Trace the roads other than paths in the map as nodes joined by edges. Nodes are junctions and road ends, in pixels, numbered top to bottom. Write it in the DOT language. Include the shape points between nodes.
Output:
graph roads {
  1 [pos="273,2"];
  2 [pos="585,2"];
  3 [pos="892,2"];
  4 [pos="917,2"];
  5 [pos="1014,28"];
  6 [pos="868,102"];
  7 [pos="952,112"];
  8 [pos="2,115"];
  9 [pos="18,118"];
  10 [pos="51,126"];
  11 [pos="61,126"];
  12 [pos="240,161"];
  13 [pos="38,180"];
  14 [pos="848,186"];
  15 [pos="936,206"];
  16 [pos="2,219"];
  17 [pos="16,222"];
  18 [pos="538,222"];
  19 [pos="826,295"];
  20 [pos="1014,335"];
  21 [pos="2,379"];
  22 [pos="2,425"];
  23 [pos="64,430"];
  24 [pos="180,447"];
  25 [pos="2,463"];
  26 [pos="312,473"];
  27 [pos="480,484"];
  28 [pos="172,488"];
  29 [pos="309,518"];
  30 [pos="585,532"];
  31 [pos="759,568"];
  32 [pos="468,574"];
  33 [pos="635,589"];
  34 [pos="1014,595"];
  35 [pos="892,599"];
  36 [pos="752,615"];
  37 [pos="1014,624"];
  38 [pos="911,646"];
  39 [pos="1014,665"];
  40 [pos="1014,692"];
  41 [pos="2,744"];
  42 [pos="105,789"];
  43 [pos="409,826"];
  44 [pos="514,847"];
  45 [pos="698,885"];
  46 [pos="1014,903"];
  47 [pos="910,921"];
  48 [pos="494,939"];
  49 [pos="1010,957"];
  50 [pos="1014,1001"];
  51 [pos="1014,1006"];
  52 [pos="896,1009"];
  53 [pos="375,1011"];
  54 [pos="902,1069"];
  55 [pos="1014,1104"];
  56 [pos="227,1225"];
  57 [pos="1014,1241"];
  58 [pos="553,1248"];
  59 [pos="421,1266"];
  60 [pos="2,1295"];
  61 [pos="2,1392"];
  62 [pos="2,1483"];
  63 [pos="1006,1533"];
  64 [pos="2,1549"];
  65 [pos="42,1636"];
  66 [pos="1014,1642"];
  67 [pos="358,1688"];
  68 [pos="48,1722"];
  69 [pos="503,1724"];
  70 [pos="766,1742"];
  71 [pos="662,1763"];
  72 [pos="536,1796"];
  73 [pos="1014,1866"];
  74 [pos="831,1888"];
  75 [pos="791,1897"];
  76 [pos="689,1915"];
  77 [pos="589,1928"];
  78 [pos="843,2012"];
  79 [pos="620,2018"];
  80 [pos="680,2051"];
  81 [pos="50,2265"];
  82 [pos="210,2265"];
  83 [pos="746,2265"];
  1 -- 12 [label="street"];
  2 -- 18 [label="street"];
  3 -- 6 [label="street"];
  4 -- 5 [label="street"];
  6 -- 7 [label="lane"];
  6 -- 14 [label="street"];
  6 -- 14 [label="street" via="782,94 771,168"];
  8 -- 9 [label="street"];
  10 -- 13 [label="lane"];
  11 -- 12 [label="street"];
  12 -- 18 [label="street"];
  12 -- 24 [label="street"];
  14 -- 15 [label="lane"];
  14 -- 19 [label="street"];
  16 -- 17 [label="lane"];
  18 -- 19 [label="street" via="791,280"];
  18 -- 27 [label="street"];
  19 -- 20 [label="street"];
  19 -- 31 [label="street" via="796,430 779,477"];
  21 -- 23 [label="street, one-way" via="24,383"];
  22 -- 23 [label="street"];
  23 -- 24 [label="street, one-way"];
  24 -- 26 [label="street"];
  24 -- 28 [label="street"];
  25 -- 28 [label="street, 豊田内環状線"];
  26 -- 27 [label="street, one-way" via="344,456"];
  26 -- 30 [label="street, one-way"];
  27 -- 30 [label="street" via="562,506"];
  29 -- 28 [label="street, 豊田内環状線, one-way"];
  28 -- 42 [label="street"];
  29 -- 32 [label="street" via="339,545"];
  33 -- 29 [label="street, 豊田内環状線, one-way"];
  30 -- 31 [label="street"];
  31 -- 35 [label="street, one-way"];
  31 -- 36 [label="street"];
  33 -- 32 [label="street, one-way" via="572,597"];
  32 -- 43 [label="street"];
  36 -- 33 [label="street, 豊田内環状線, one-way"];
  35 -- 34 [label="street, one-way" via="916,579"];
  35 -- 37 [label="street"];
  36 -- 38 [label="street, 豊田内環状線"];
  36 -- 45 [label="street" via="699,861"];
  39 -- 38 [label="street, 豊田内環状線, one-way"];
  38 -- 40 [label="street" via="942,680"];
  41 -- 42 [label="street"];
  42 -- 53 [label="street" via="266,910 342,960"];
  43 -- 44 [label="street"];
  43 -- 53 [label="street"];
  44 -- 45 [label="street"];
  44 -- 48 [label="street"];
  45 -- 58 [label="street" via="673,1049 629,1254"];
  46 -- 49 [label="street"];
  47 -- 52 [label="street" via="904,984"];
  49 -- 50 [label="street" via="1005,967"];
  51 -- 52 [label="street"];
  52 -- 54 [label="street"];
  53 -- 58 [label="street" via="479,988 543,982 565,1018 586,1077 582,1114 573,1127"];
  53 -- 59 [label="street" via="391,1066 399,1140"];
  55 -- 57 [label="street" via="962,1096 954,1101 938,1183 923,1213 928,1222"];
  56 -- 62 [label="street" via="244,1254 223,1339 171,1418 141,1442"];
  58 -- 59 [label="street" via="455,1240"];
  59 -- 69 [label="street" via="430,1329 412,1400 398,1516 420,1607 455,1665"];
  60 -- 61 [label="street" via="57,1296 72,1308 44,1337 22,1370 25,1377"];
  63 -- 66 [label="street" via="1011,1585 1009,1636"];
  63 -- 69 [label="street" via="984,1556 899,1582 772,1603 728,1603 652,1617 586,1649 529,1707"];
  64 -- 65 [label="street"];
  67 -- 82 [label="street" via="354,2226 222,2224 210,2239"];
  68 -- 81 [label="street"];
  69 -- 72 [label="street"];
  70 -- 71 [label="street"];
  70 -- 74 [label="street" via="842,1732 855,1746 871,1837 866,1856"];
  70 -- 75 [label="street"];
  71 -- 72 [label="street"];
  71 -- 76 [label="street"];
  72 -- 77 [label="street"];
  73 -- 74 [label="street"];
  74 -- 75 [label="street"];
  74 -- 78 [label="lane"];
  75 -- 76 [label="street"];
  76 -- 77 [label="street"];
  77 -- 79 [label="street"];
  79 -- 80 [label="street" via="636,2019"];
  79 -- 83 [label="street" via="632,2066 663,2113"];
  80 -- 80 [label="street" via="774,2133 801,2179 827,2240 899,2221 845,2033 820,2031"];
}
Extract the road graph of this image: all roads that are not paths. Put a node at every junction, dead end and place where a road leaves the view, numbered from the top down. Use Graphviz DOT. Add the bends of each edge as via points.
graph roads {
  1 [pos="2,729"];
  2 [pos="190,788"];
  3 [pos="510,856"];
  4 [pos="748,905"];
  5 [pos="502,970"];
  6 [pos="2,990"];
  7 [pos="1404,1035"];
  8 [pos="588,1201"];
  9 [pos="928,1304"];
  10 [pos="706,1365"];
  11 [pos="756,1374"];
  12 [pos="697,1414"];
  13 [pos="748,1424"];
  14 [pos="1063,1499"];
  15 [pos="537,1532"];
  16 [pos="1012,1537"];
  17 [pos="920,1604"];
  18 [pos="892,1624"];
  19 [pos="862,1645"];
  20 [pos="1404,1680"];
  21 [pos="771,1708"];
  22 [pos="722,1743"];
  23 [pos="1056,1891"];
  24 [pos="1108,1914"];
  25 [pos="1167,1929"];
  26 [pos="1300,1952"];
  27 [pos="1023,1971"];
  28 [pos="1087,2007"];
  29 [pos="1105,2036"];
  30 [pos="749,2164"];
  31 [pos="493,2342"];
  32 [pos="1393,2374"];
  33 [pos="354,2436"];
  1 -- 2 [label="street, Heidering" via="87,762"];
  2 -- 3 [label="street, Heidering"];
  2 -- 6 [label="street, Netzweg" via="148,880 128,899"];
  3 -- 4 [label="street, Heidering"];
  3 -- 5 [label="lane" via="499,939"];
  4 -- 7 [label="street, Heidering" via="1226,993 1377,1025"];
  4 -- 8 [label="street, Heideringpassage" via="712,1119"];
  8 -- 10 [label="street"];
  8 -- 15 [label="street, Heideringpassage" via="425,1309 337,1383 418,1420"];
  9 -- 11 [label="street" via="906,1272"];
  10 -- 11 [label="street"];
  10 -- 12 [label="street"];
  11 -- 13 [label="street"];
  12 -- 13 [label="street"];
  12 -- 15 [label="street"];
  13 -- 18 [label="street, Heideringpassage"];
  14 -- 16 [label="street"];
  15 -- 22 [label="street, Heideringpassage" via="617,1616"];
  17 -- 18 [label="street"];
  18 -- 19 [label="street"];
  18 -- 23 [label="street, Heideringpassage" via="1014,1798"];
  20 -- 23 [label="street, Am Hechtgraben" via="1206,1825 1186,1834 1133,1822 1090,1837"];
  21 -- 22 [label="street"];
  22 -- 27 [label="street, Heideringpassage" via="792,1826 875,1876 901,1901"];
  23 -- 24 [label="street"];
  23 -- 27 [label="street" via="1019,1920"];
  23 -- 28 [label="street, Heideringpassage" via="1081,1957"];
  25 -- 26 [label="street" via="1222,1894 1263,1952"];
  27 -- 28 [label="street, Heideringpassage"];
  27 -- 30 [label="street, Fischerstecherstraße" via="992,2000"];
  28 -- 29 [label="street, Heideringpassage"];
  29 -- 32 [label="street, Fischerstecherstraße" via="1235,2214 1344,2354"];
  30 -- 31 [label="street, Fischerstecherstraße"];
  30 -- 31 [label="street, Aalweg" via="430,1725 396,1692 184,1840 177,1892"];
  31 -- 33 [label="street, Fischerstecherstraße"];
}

= = = = = = =

Exercise brief: Report how many lines in the data include the word "豊田内環状線". Nothing else is needed.

Written solution: 6